You are viewing a plain text version of this content. The canonical link for it is here.
Posted to dev@tajo.apache.org by Daniel Einspanjer <de...@gmail.com> on 2013/12/03 20:10:33 UTC

Getting started with sandbox on mac

I originally started playing with Tajo by installing it in a Linux VM of
Hadoop, but I'm trying to make changes to the source, and I'd really like
to be able to test those changes using my dev machine which is a Mac.

I'm trying to figure out how to get the dependencies sorted out as well as
debugging with IntelliJ IDEA.

I'm trying to use a local pseudo-distributed instance of CDH 4.4 for this
dev work.

I've cloned the Tajo git repo and run:

mvn package -DskipTests -Pdist

I then went into the tajo-dist/target/tajo-0.8.0-SNAPSHOT directory
and edited the tajo-env.sh file to point HADOOP_HOME at my
cdh44/hadoop-2.0.0-cdh4.4.0 directory.

I was able to create an App config in IntelliJ for TajoMaster and set
it up as mentioned previously in this mailing list.

When I try to create an external table, I started to run into problems..

First, I tried creating a table1/data.csv file in HDFS, but I wasn't
sure how to reference the host in the location clause.

I tried "location 'hdfs://localhost:8020/table1'", but that gave me
the following exception:

Failed on local exception: com.google.protobuf.InvalidProtocolBufferException:
 Message missing required fields: callId, status; Host Details :
 local host is: "den.local/192.168.1.88"; destination host is:
"localhost":8020;

I then tried just pointing at a local directory using "location
'file:/Users/deinspanjer/table1';" instead.

I was able to create the external table and describe it using \d, but
when I try to query it using a simple "select * from table1;", it
starts outputting lines similar to this and never stops:

Progress: 100%, response time: 0.751 sec
Progress: 100%, response time: 1.761 sec
Progress: 100%, response time: 2.788 sec
Progress: 100%, response time: 3.796 sec
...
Progress: 100%, response time: 90.325 sec

Progress: 100%, response time: 91.332 sec
Progress: 100%, response time: 92.337 sec



If anyone has suggestions on how to resolve my issue with pointing at
hdfs, or why the query against a local file doesn't complete would be
appreciated.

-Daniel

Re: Getting started with sandbox on mac

Posted by Hyunsik Choi <hy...@apache.org>.
Hi Daniel,

I'm suspecting that HDFS problem is cased by two problems.

First one that localhost indicates wrong IP address. Your HDFS address
is right, but HDFS client is trying to connect den.local/192.168.1.88
instead of 127.0.0.1. I think that your localhost is 192.168.1.88.

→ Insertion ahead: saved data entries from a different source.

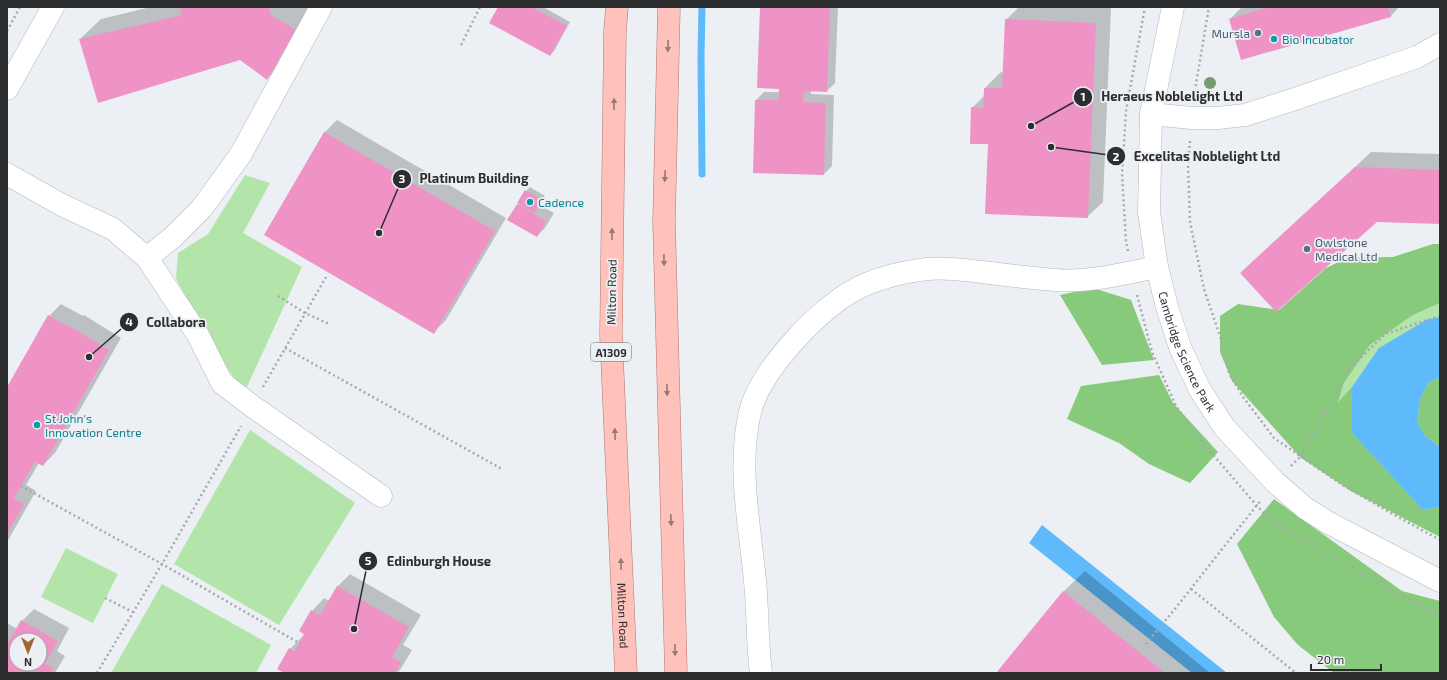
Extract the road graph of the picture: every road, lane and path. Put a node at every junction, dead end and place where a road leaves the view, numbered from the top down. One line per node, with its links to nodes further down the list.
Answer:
1 (20, 7): 9 (path)
2 (54, 7): 12 (street)
3 (321, 7): 16 (street)
4 (480, 7): 11 (path)
5 (616, 7): 36 (main road, Milton Road / A1309, one-way to 5)
6 (670, 7): 37 (main road, one-way to 37)
7 (1172, 7): 13 (street, Cambridge Science Park)
8 (1208, 7): 14 (path)
9 (7, 30)
10 (1440, 44): 14 (street)
11 (461, 45)
12 (7, 89)
13 (1151, 114): 14 (street); 17 (street, Cambridge Science Park)
14 (1191, 118): 22 (path)
15 (7, 174): 16 (street)
16 (147, 258): 26 (street)
17 (1157, 267): 24 (street, Cambridge Science Park); 38 (street)
18 (278, 296): 20 (path)
19 (1440, 316): 22 (path)
20 (329, 324)
21 (285, 348): 23 (path)
22 (1300, 457): 24 (path); 27 (path)
23 (502, 469)
24 (1275, 482): 29 (street, Cambridge Science Park); 30 (path)
25 (21, 486): 28 (path)
26 (381, 496)
27 (1440, 540)
28 (162, 564): 32 (path); 33 (path)
29 (1440, 581)
30 (1191, 589): 34 (path); 39 (path)
31 (105, 598): 32 (path)
32 (133, 612): 35 (path)
33 (299, 643)
34 (1146, 644)
35 (97, 673)
36 (626, 673)
37 (676, 673)
38 (761, 673)
39 (1296, 673)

Second problem may be caused by HDFS protocol incompatibility. As you
know, 'Message missing required fields' error message means the
possibility of difference between protobuf messages of client and
server. Actually, we haven't tested on cdh 4.4.0, and I'm not sure
that Tajo works well in this version.

I'm not sure the cause of Infinite hang problem. One suspected problem
is rpc bind problem because the default service bind addresses mostly
localhost and your localhost ip is somewhat strange. In order to avoid
this problem, you should specify rpc bind addresses. For this, please
see this document
(http://tajo.incubator.apache.org/tajo-0.2.0-doc.html#DefaultPorts),
and then you need to specify three bind addresses (1)
tajo.master.umbilical-rpc.address, (2) tajo.master.client-rpc.address,
and (3) tajo.catalog.client-rpc.address. In addition, TajoMaster log
in ${TAJO_HOME}/logs may contain the cause of the problem. If you
share your error messages, it would be better to figure out the
problem.

Cheers,
Hyunsik

On Wed, Dec 4, 2013 at 4:10 AM, Daniel Einspanjer <de...@gmail.com> wrote:
> I originally started playing with Tajo by installing it in a Linux VM of
> Hadoop, but I'm trying to make changes to the source, and I'd really like
> to be able to test those changes using my dev machine which is a Mac.
>
> I'm trying to figure out how to get the dependencies sorted out as well as
> debugging with IntelliJ IDEA.
>
> I'm trying to use a local pseudo-distributed instance of CDH 4.4 for this
> dev work.
>
> I've cloned the Tajo git repo and run:
>
> mvn package -DskipTests -Pdist
>
> I then went into the tajo-dist/target/tajo-0.8.0-SNAPSHOT directory
> and edited the tajo-env.sh file to point HADOOP_HOME at my
> cdh44/hadoop-2.0.0-cdh4.4.0 directory.
>
> I was able to create an App config in IntelliJ for TajoMaster and set
> it up as mentioned previously in this mailing list.
>
> When I try to create an external table, I started to run into problems..
>
> First, I tried creating a table1/data.csv file in HDFS, but I wasn't
> sure how to reference the host in the location clause.
>
> I tried "location 'hdfs://localhost:8020/table1'", but that gave me
> the following exception:
>
> Failed on local exception: com.google.protobuf.InvalidProtocolBufferException:
>  Message missing required fields: callId, status; Host Details :
>  local host is: "den.local/192.168.1.88"; destination host is:
> "localhost":8020;
>
> I then tried just pointing at a local directory using "location
> 'file:/Users/deinspanjer/table1';" instead.
>
> I was able to create the external table and describe it using \d, but
> when I try to query it using a simple "select * from table1;", it
> starts outputting lines similar to this and never stops:
>
> Progress: 100%, response time: 0.751 sec
> Progress: 100%, response time: 1.761 sec
> Progress: 100%, response time: 2.788 sec
> Progress: 100%, response time: 3.796 sec
> ...
> Progress: 100%, response time: 90.325 sec
>
> Progress: 100%, response time: 91.332 sec
> Progress: 100%, response time: 92.337 sec
>
>
>
> If anyone has suggestions on how to resolve my issue with pointing at
> hdfs, or why the query against a local file doesn't complete would be
> appreciated.
>
> -Daniel